List all lines of the data that include the string "links".
============================================================
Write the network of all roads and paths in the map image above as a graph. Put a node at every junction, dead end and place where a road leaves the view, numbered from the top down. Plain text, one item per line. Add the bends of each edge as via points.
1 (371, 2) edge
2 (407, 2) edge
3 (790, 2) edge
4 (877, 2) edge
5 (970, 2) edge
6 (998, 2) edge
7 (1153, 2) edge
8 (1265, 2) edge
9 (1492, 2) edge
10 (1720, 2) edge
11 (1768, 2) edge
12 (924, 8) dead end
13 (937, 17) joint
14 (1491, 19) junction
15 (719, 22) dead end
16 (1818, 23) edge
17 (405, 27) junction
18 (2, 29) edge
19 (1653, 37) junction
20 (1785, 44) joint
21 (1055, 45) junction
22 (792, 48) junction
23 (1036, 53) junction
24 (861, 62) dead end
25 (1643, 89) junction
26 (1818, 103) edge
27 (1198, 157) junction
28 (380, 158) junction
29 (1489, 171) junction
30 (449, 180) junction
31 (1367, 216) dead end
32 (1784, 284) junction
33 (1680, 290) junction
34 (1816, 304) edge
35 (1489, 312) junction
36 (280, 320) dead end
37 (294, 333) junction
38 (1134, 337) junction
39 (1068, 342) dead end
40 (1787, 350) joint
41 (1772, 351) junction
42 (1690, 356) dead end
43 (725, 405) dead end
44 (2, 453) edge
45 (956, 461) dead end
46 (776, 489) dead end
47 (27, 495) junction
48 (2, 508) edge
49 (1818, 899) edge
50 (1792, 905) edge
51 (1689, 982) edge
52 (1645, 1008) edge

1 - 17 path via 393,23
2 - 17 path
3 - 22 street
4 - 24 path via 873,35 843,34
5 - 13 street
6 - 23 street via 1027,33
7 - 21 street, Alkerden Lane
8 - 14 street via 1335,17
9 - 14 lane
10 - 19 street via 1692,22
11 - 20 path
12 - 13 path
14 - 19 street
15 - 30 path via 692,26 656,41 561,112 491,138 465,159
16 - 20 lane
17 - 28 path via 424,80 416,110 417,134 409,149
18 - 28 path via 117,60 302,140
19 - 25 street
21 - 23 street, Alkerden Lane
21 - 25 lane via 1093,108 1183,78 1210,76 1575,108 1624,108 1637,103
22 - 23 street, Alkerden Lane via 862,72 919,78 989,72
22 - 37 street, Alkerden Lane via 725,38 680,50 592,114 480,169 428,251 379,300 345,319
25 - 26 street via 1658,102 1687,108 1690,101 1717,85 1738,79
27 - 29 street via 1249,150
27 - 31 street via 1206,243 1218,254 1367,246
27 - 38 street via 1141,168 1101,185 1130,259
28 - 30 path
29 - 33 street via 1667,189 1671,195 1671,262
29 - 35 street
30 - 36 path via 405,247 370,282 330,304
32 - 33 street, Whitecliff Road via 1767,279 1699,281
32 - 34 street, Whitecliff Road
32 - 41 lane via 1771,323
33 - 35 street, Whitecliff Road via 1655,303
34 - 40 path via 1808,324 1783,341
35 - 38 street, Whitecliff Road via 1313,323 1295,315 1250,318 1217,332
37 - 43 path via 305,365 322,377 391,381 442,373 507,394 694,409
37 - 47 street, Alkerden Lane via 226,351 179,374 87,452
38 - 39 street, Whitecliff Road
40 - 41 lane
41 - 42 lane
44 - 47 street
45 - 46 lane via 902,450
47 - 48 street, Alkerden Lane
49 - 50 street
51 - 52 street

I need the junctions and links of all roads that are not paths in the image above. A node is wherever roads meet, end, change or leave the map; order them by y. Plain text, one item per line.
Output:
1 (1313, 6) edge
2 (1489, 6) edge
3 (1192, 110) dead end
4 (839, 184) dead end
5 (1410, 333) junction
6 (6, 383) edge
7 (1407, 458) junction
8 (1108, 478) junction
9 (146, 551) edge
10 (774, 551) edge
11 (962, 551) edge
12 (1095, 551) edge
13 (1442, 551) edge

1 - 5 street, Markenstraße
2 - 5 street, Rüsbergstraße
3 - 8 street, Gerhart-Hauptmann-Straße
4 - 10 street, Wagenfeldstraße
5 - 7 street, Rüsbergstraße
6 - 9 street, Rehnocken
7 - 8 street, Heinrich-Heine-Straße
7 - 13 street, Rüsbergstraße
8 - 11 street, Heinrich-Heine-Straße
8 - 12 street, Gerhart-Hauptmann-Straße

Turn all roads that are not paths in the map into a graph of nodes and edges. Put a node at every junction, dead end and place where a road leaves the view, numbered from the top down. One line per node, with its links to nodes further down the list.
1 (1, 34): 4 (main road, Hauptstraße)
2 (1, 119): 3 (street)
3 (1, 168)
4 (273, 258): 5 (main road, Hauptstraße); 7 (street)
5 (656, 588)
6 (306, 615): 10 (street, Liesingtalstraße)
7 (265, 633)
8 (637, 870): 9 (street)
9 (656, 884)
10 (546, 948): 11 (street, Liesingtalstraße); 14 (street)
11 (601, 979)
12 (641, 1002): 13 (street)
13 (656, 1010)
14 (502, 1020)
============================================================
• Solution for this exercise
I need the junctions and links of all roads that are not paths in the image above. A node is wherever roads meet, end, change or leave the map; order them by y. Plain text, one item per line.
Turn all roads that are not paths in the map into a graph of nodes and edges. Put a node at every junction, dead end and place where a road leaves the view, numbered from the top down. One line per node, with its links to nodes further down the list.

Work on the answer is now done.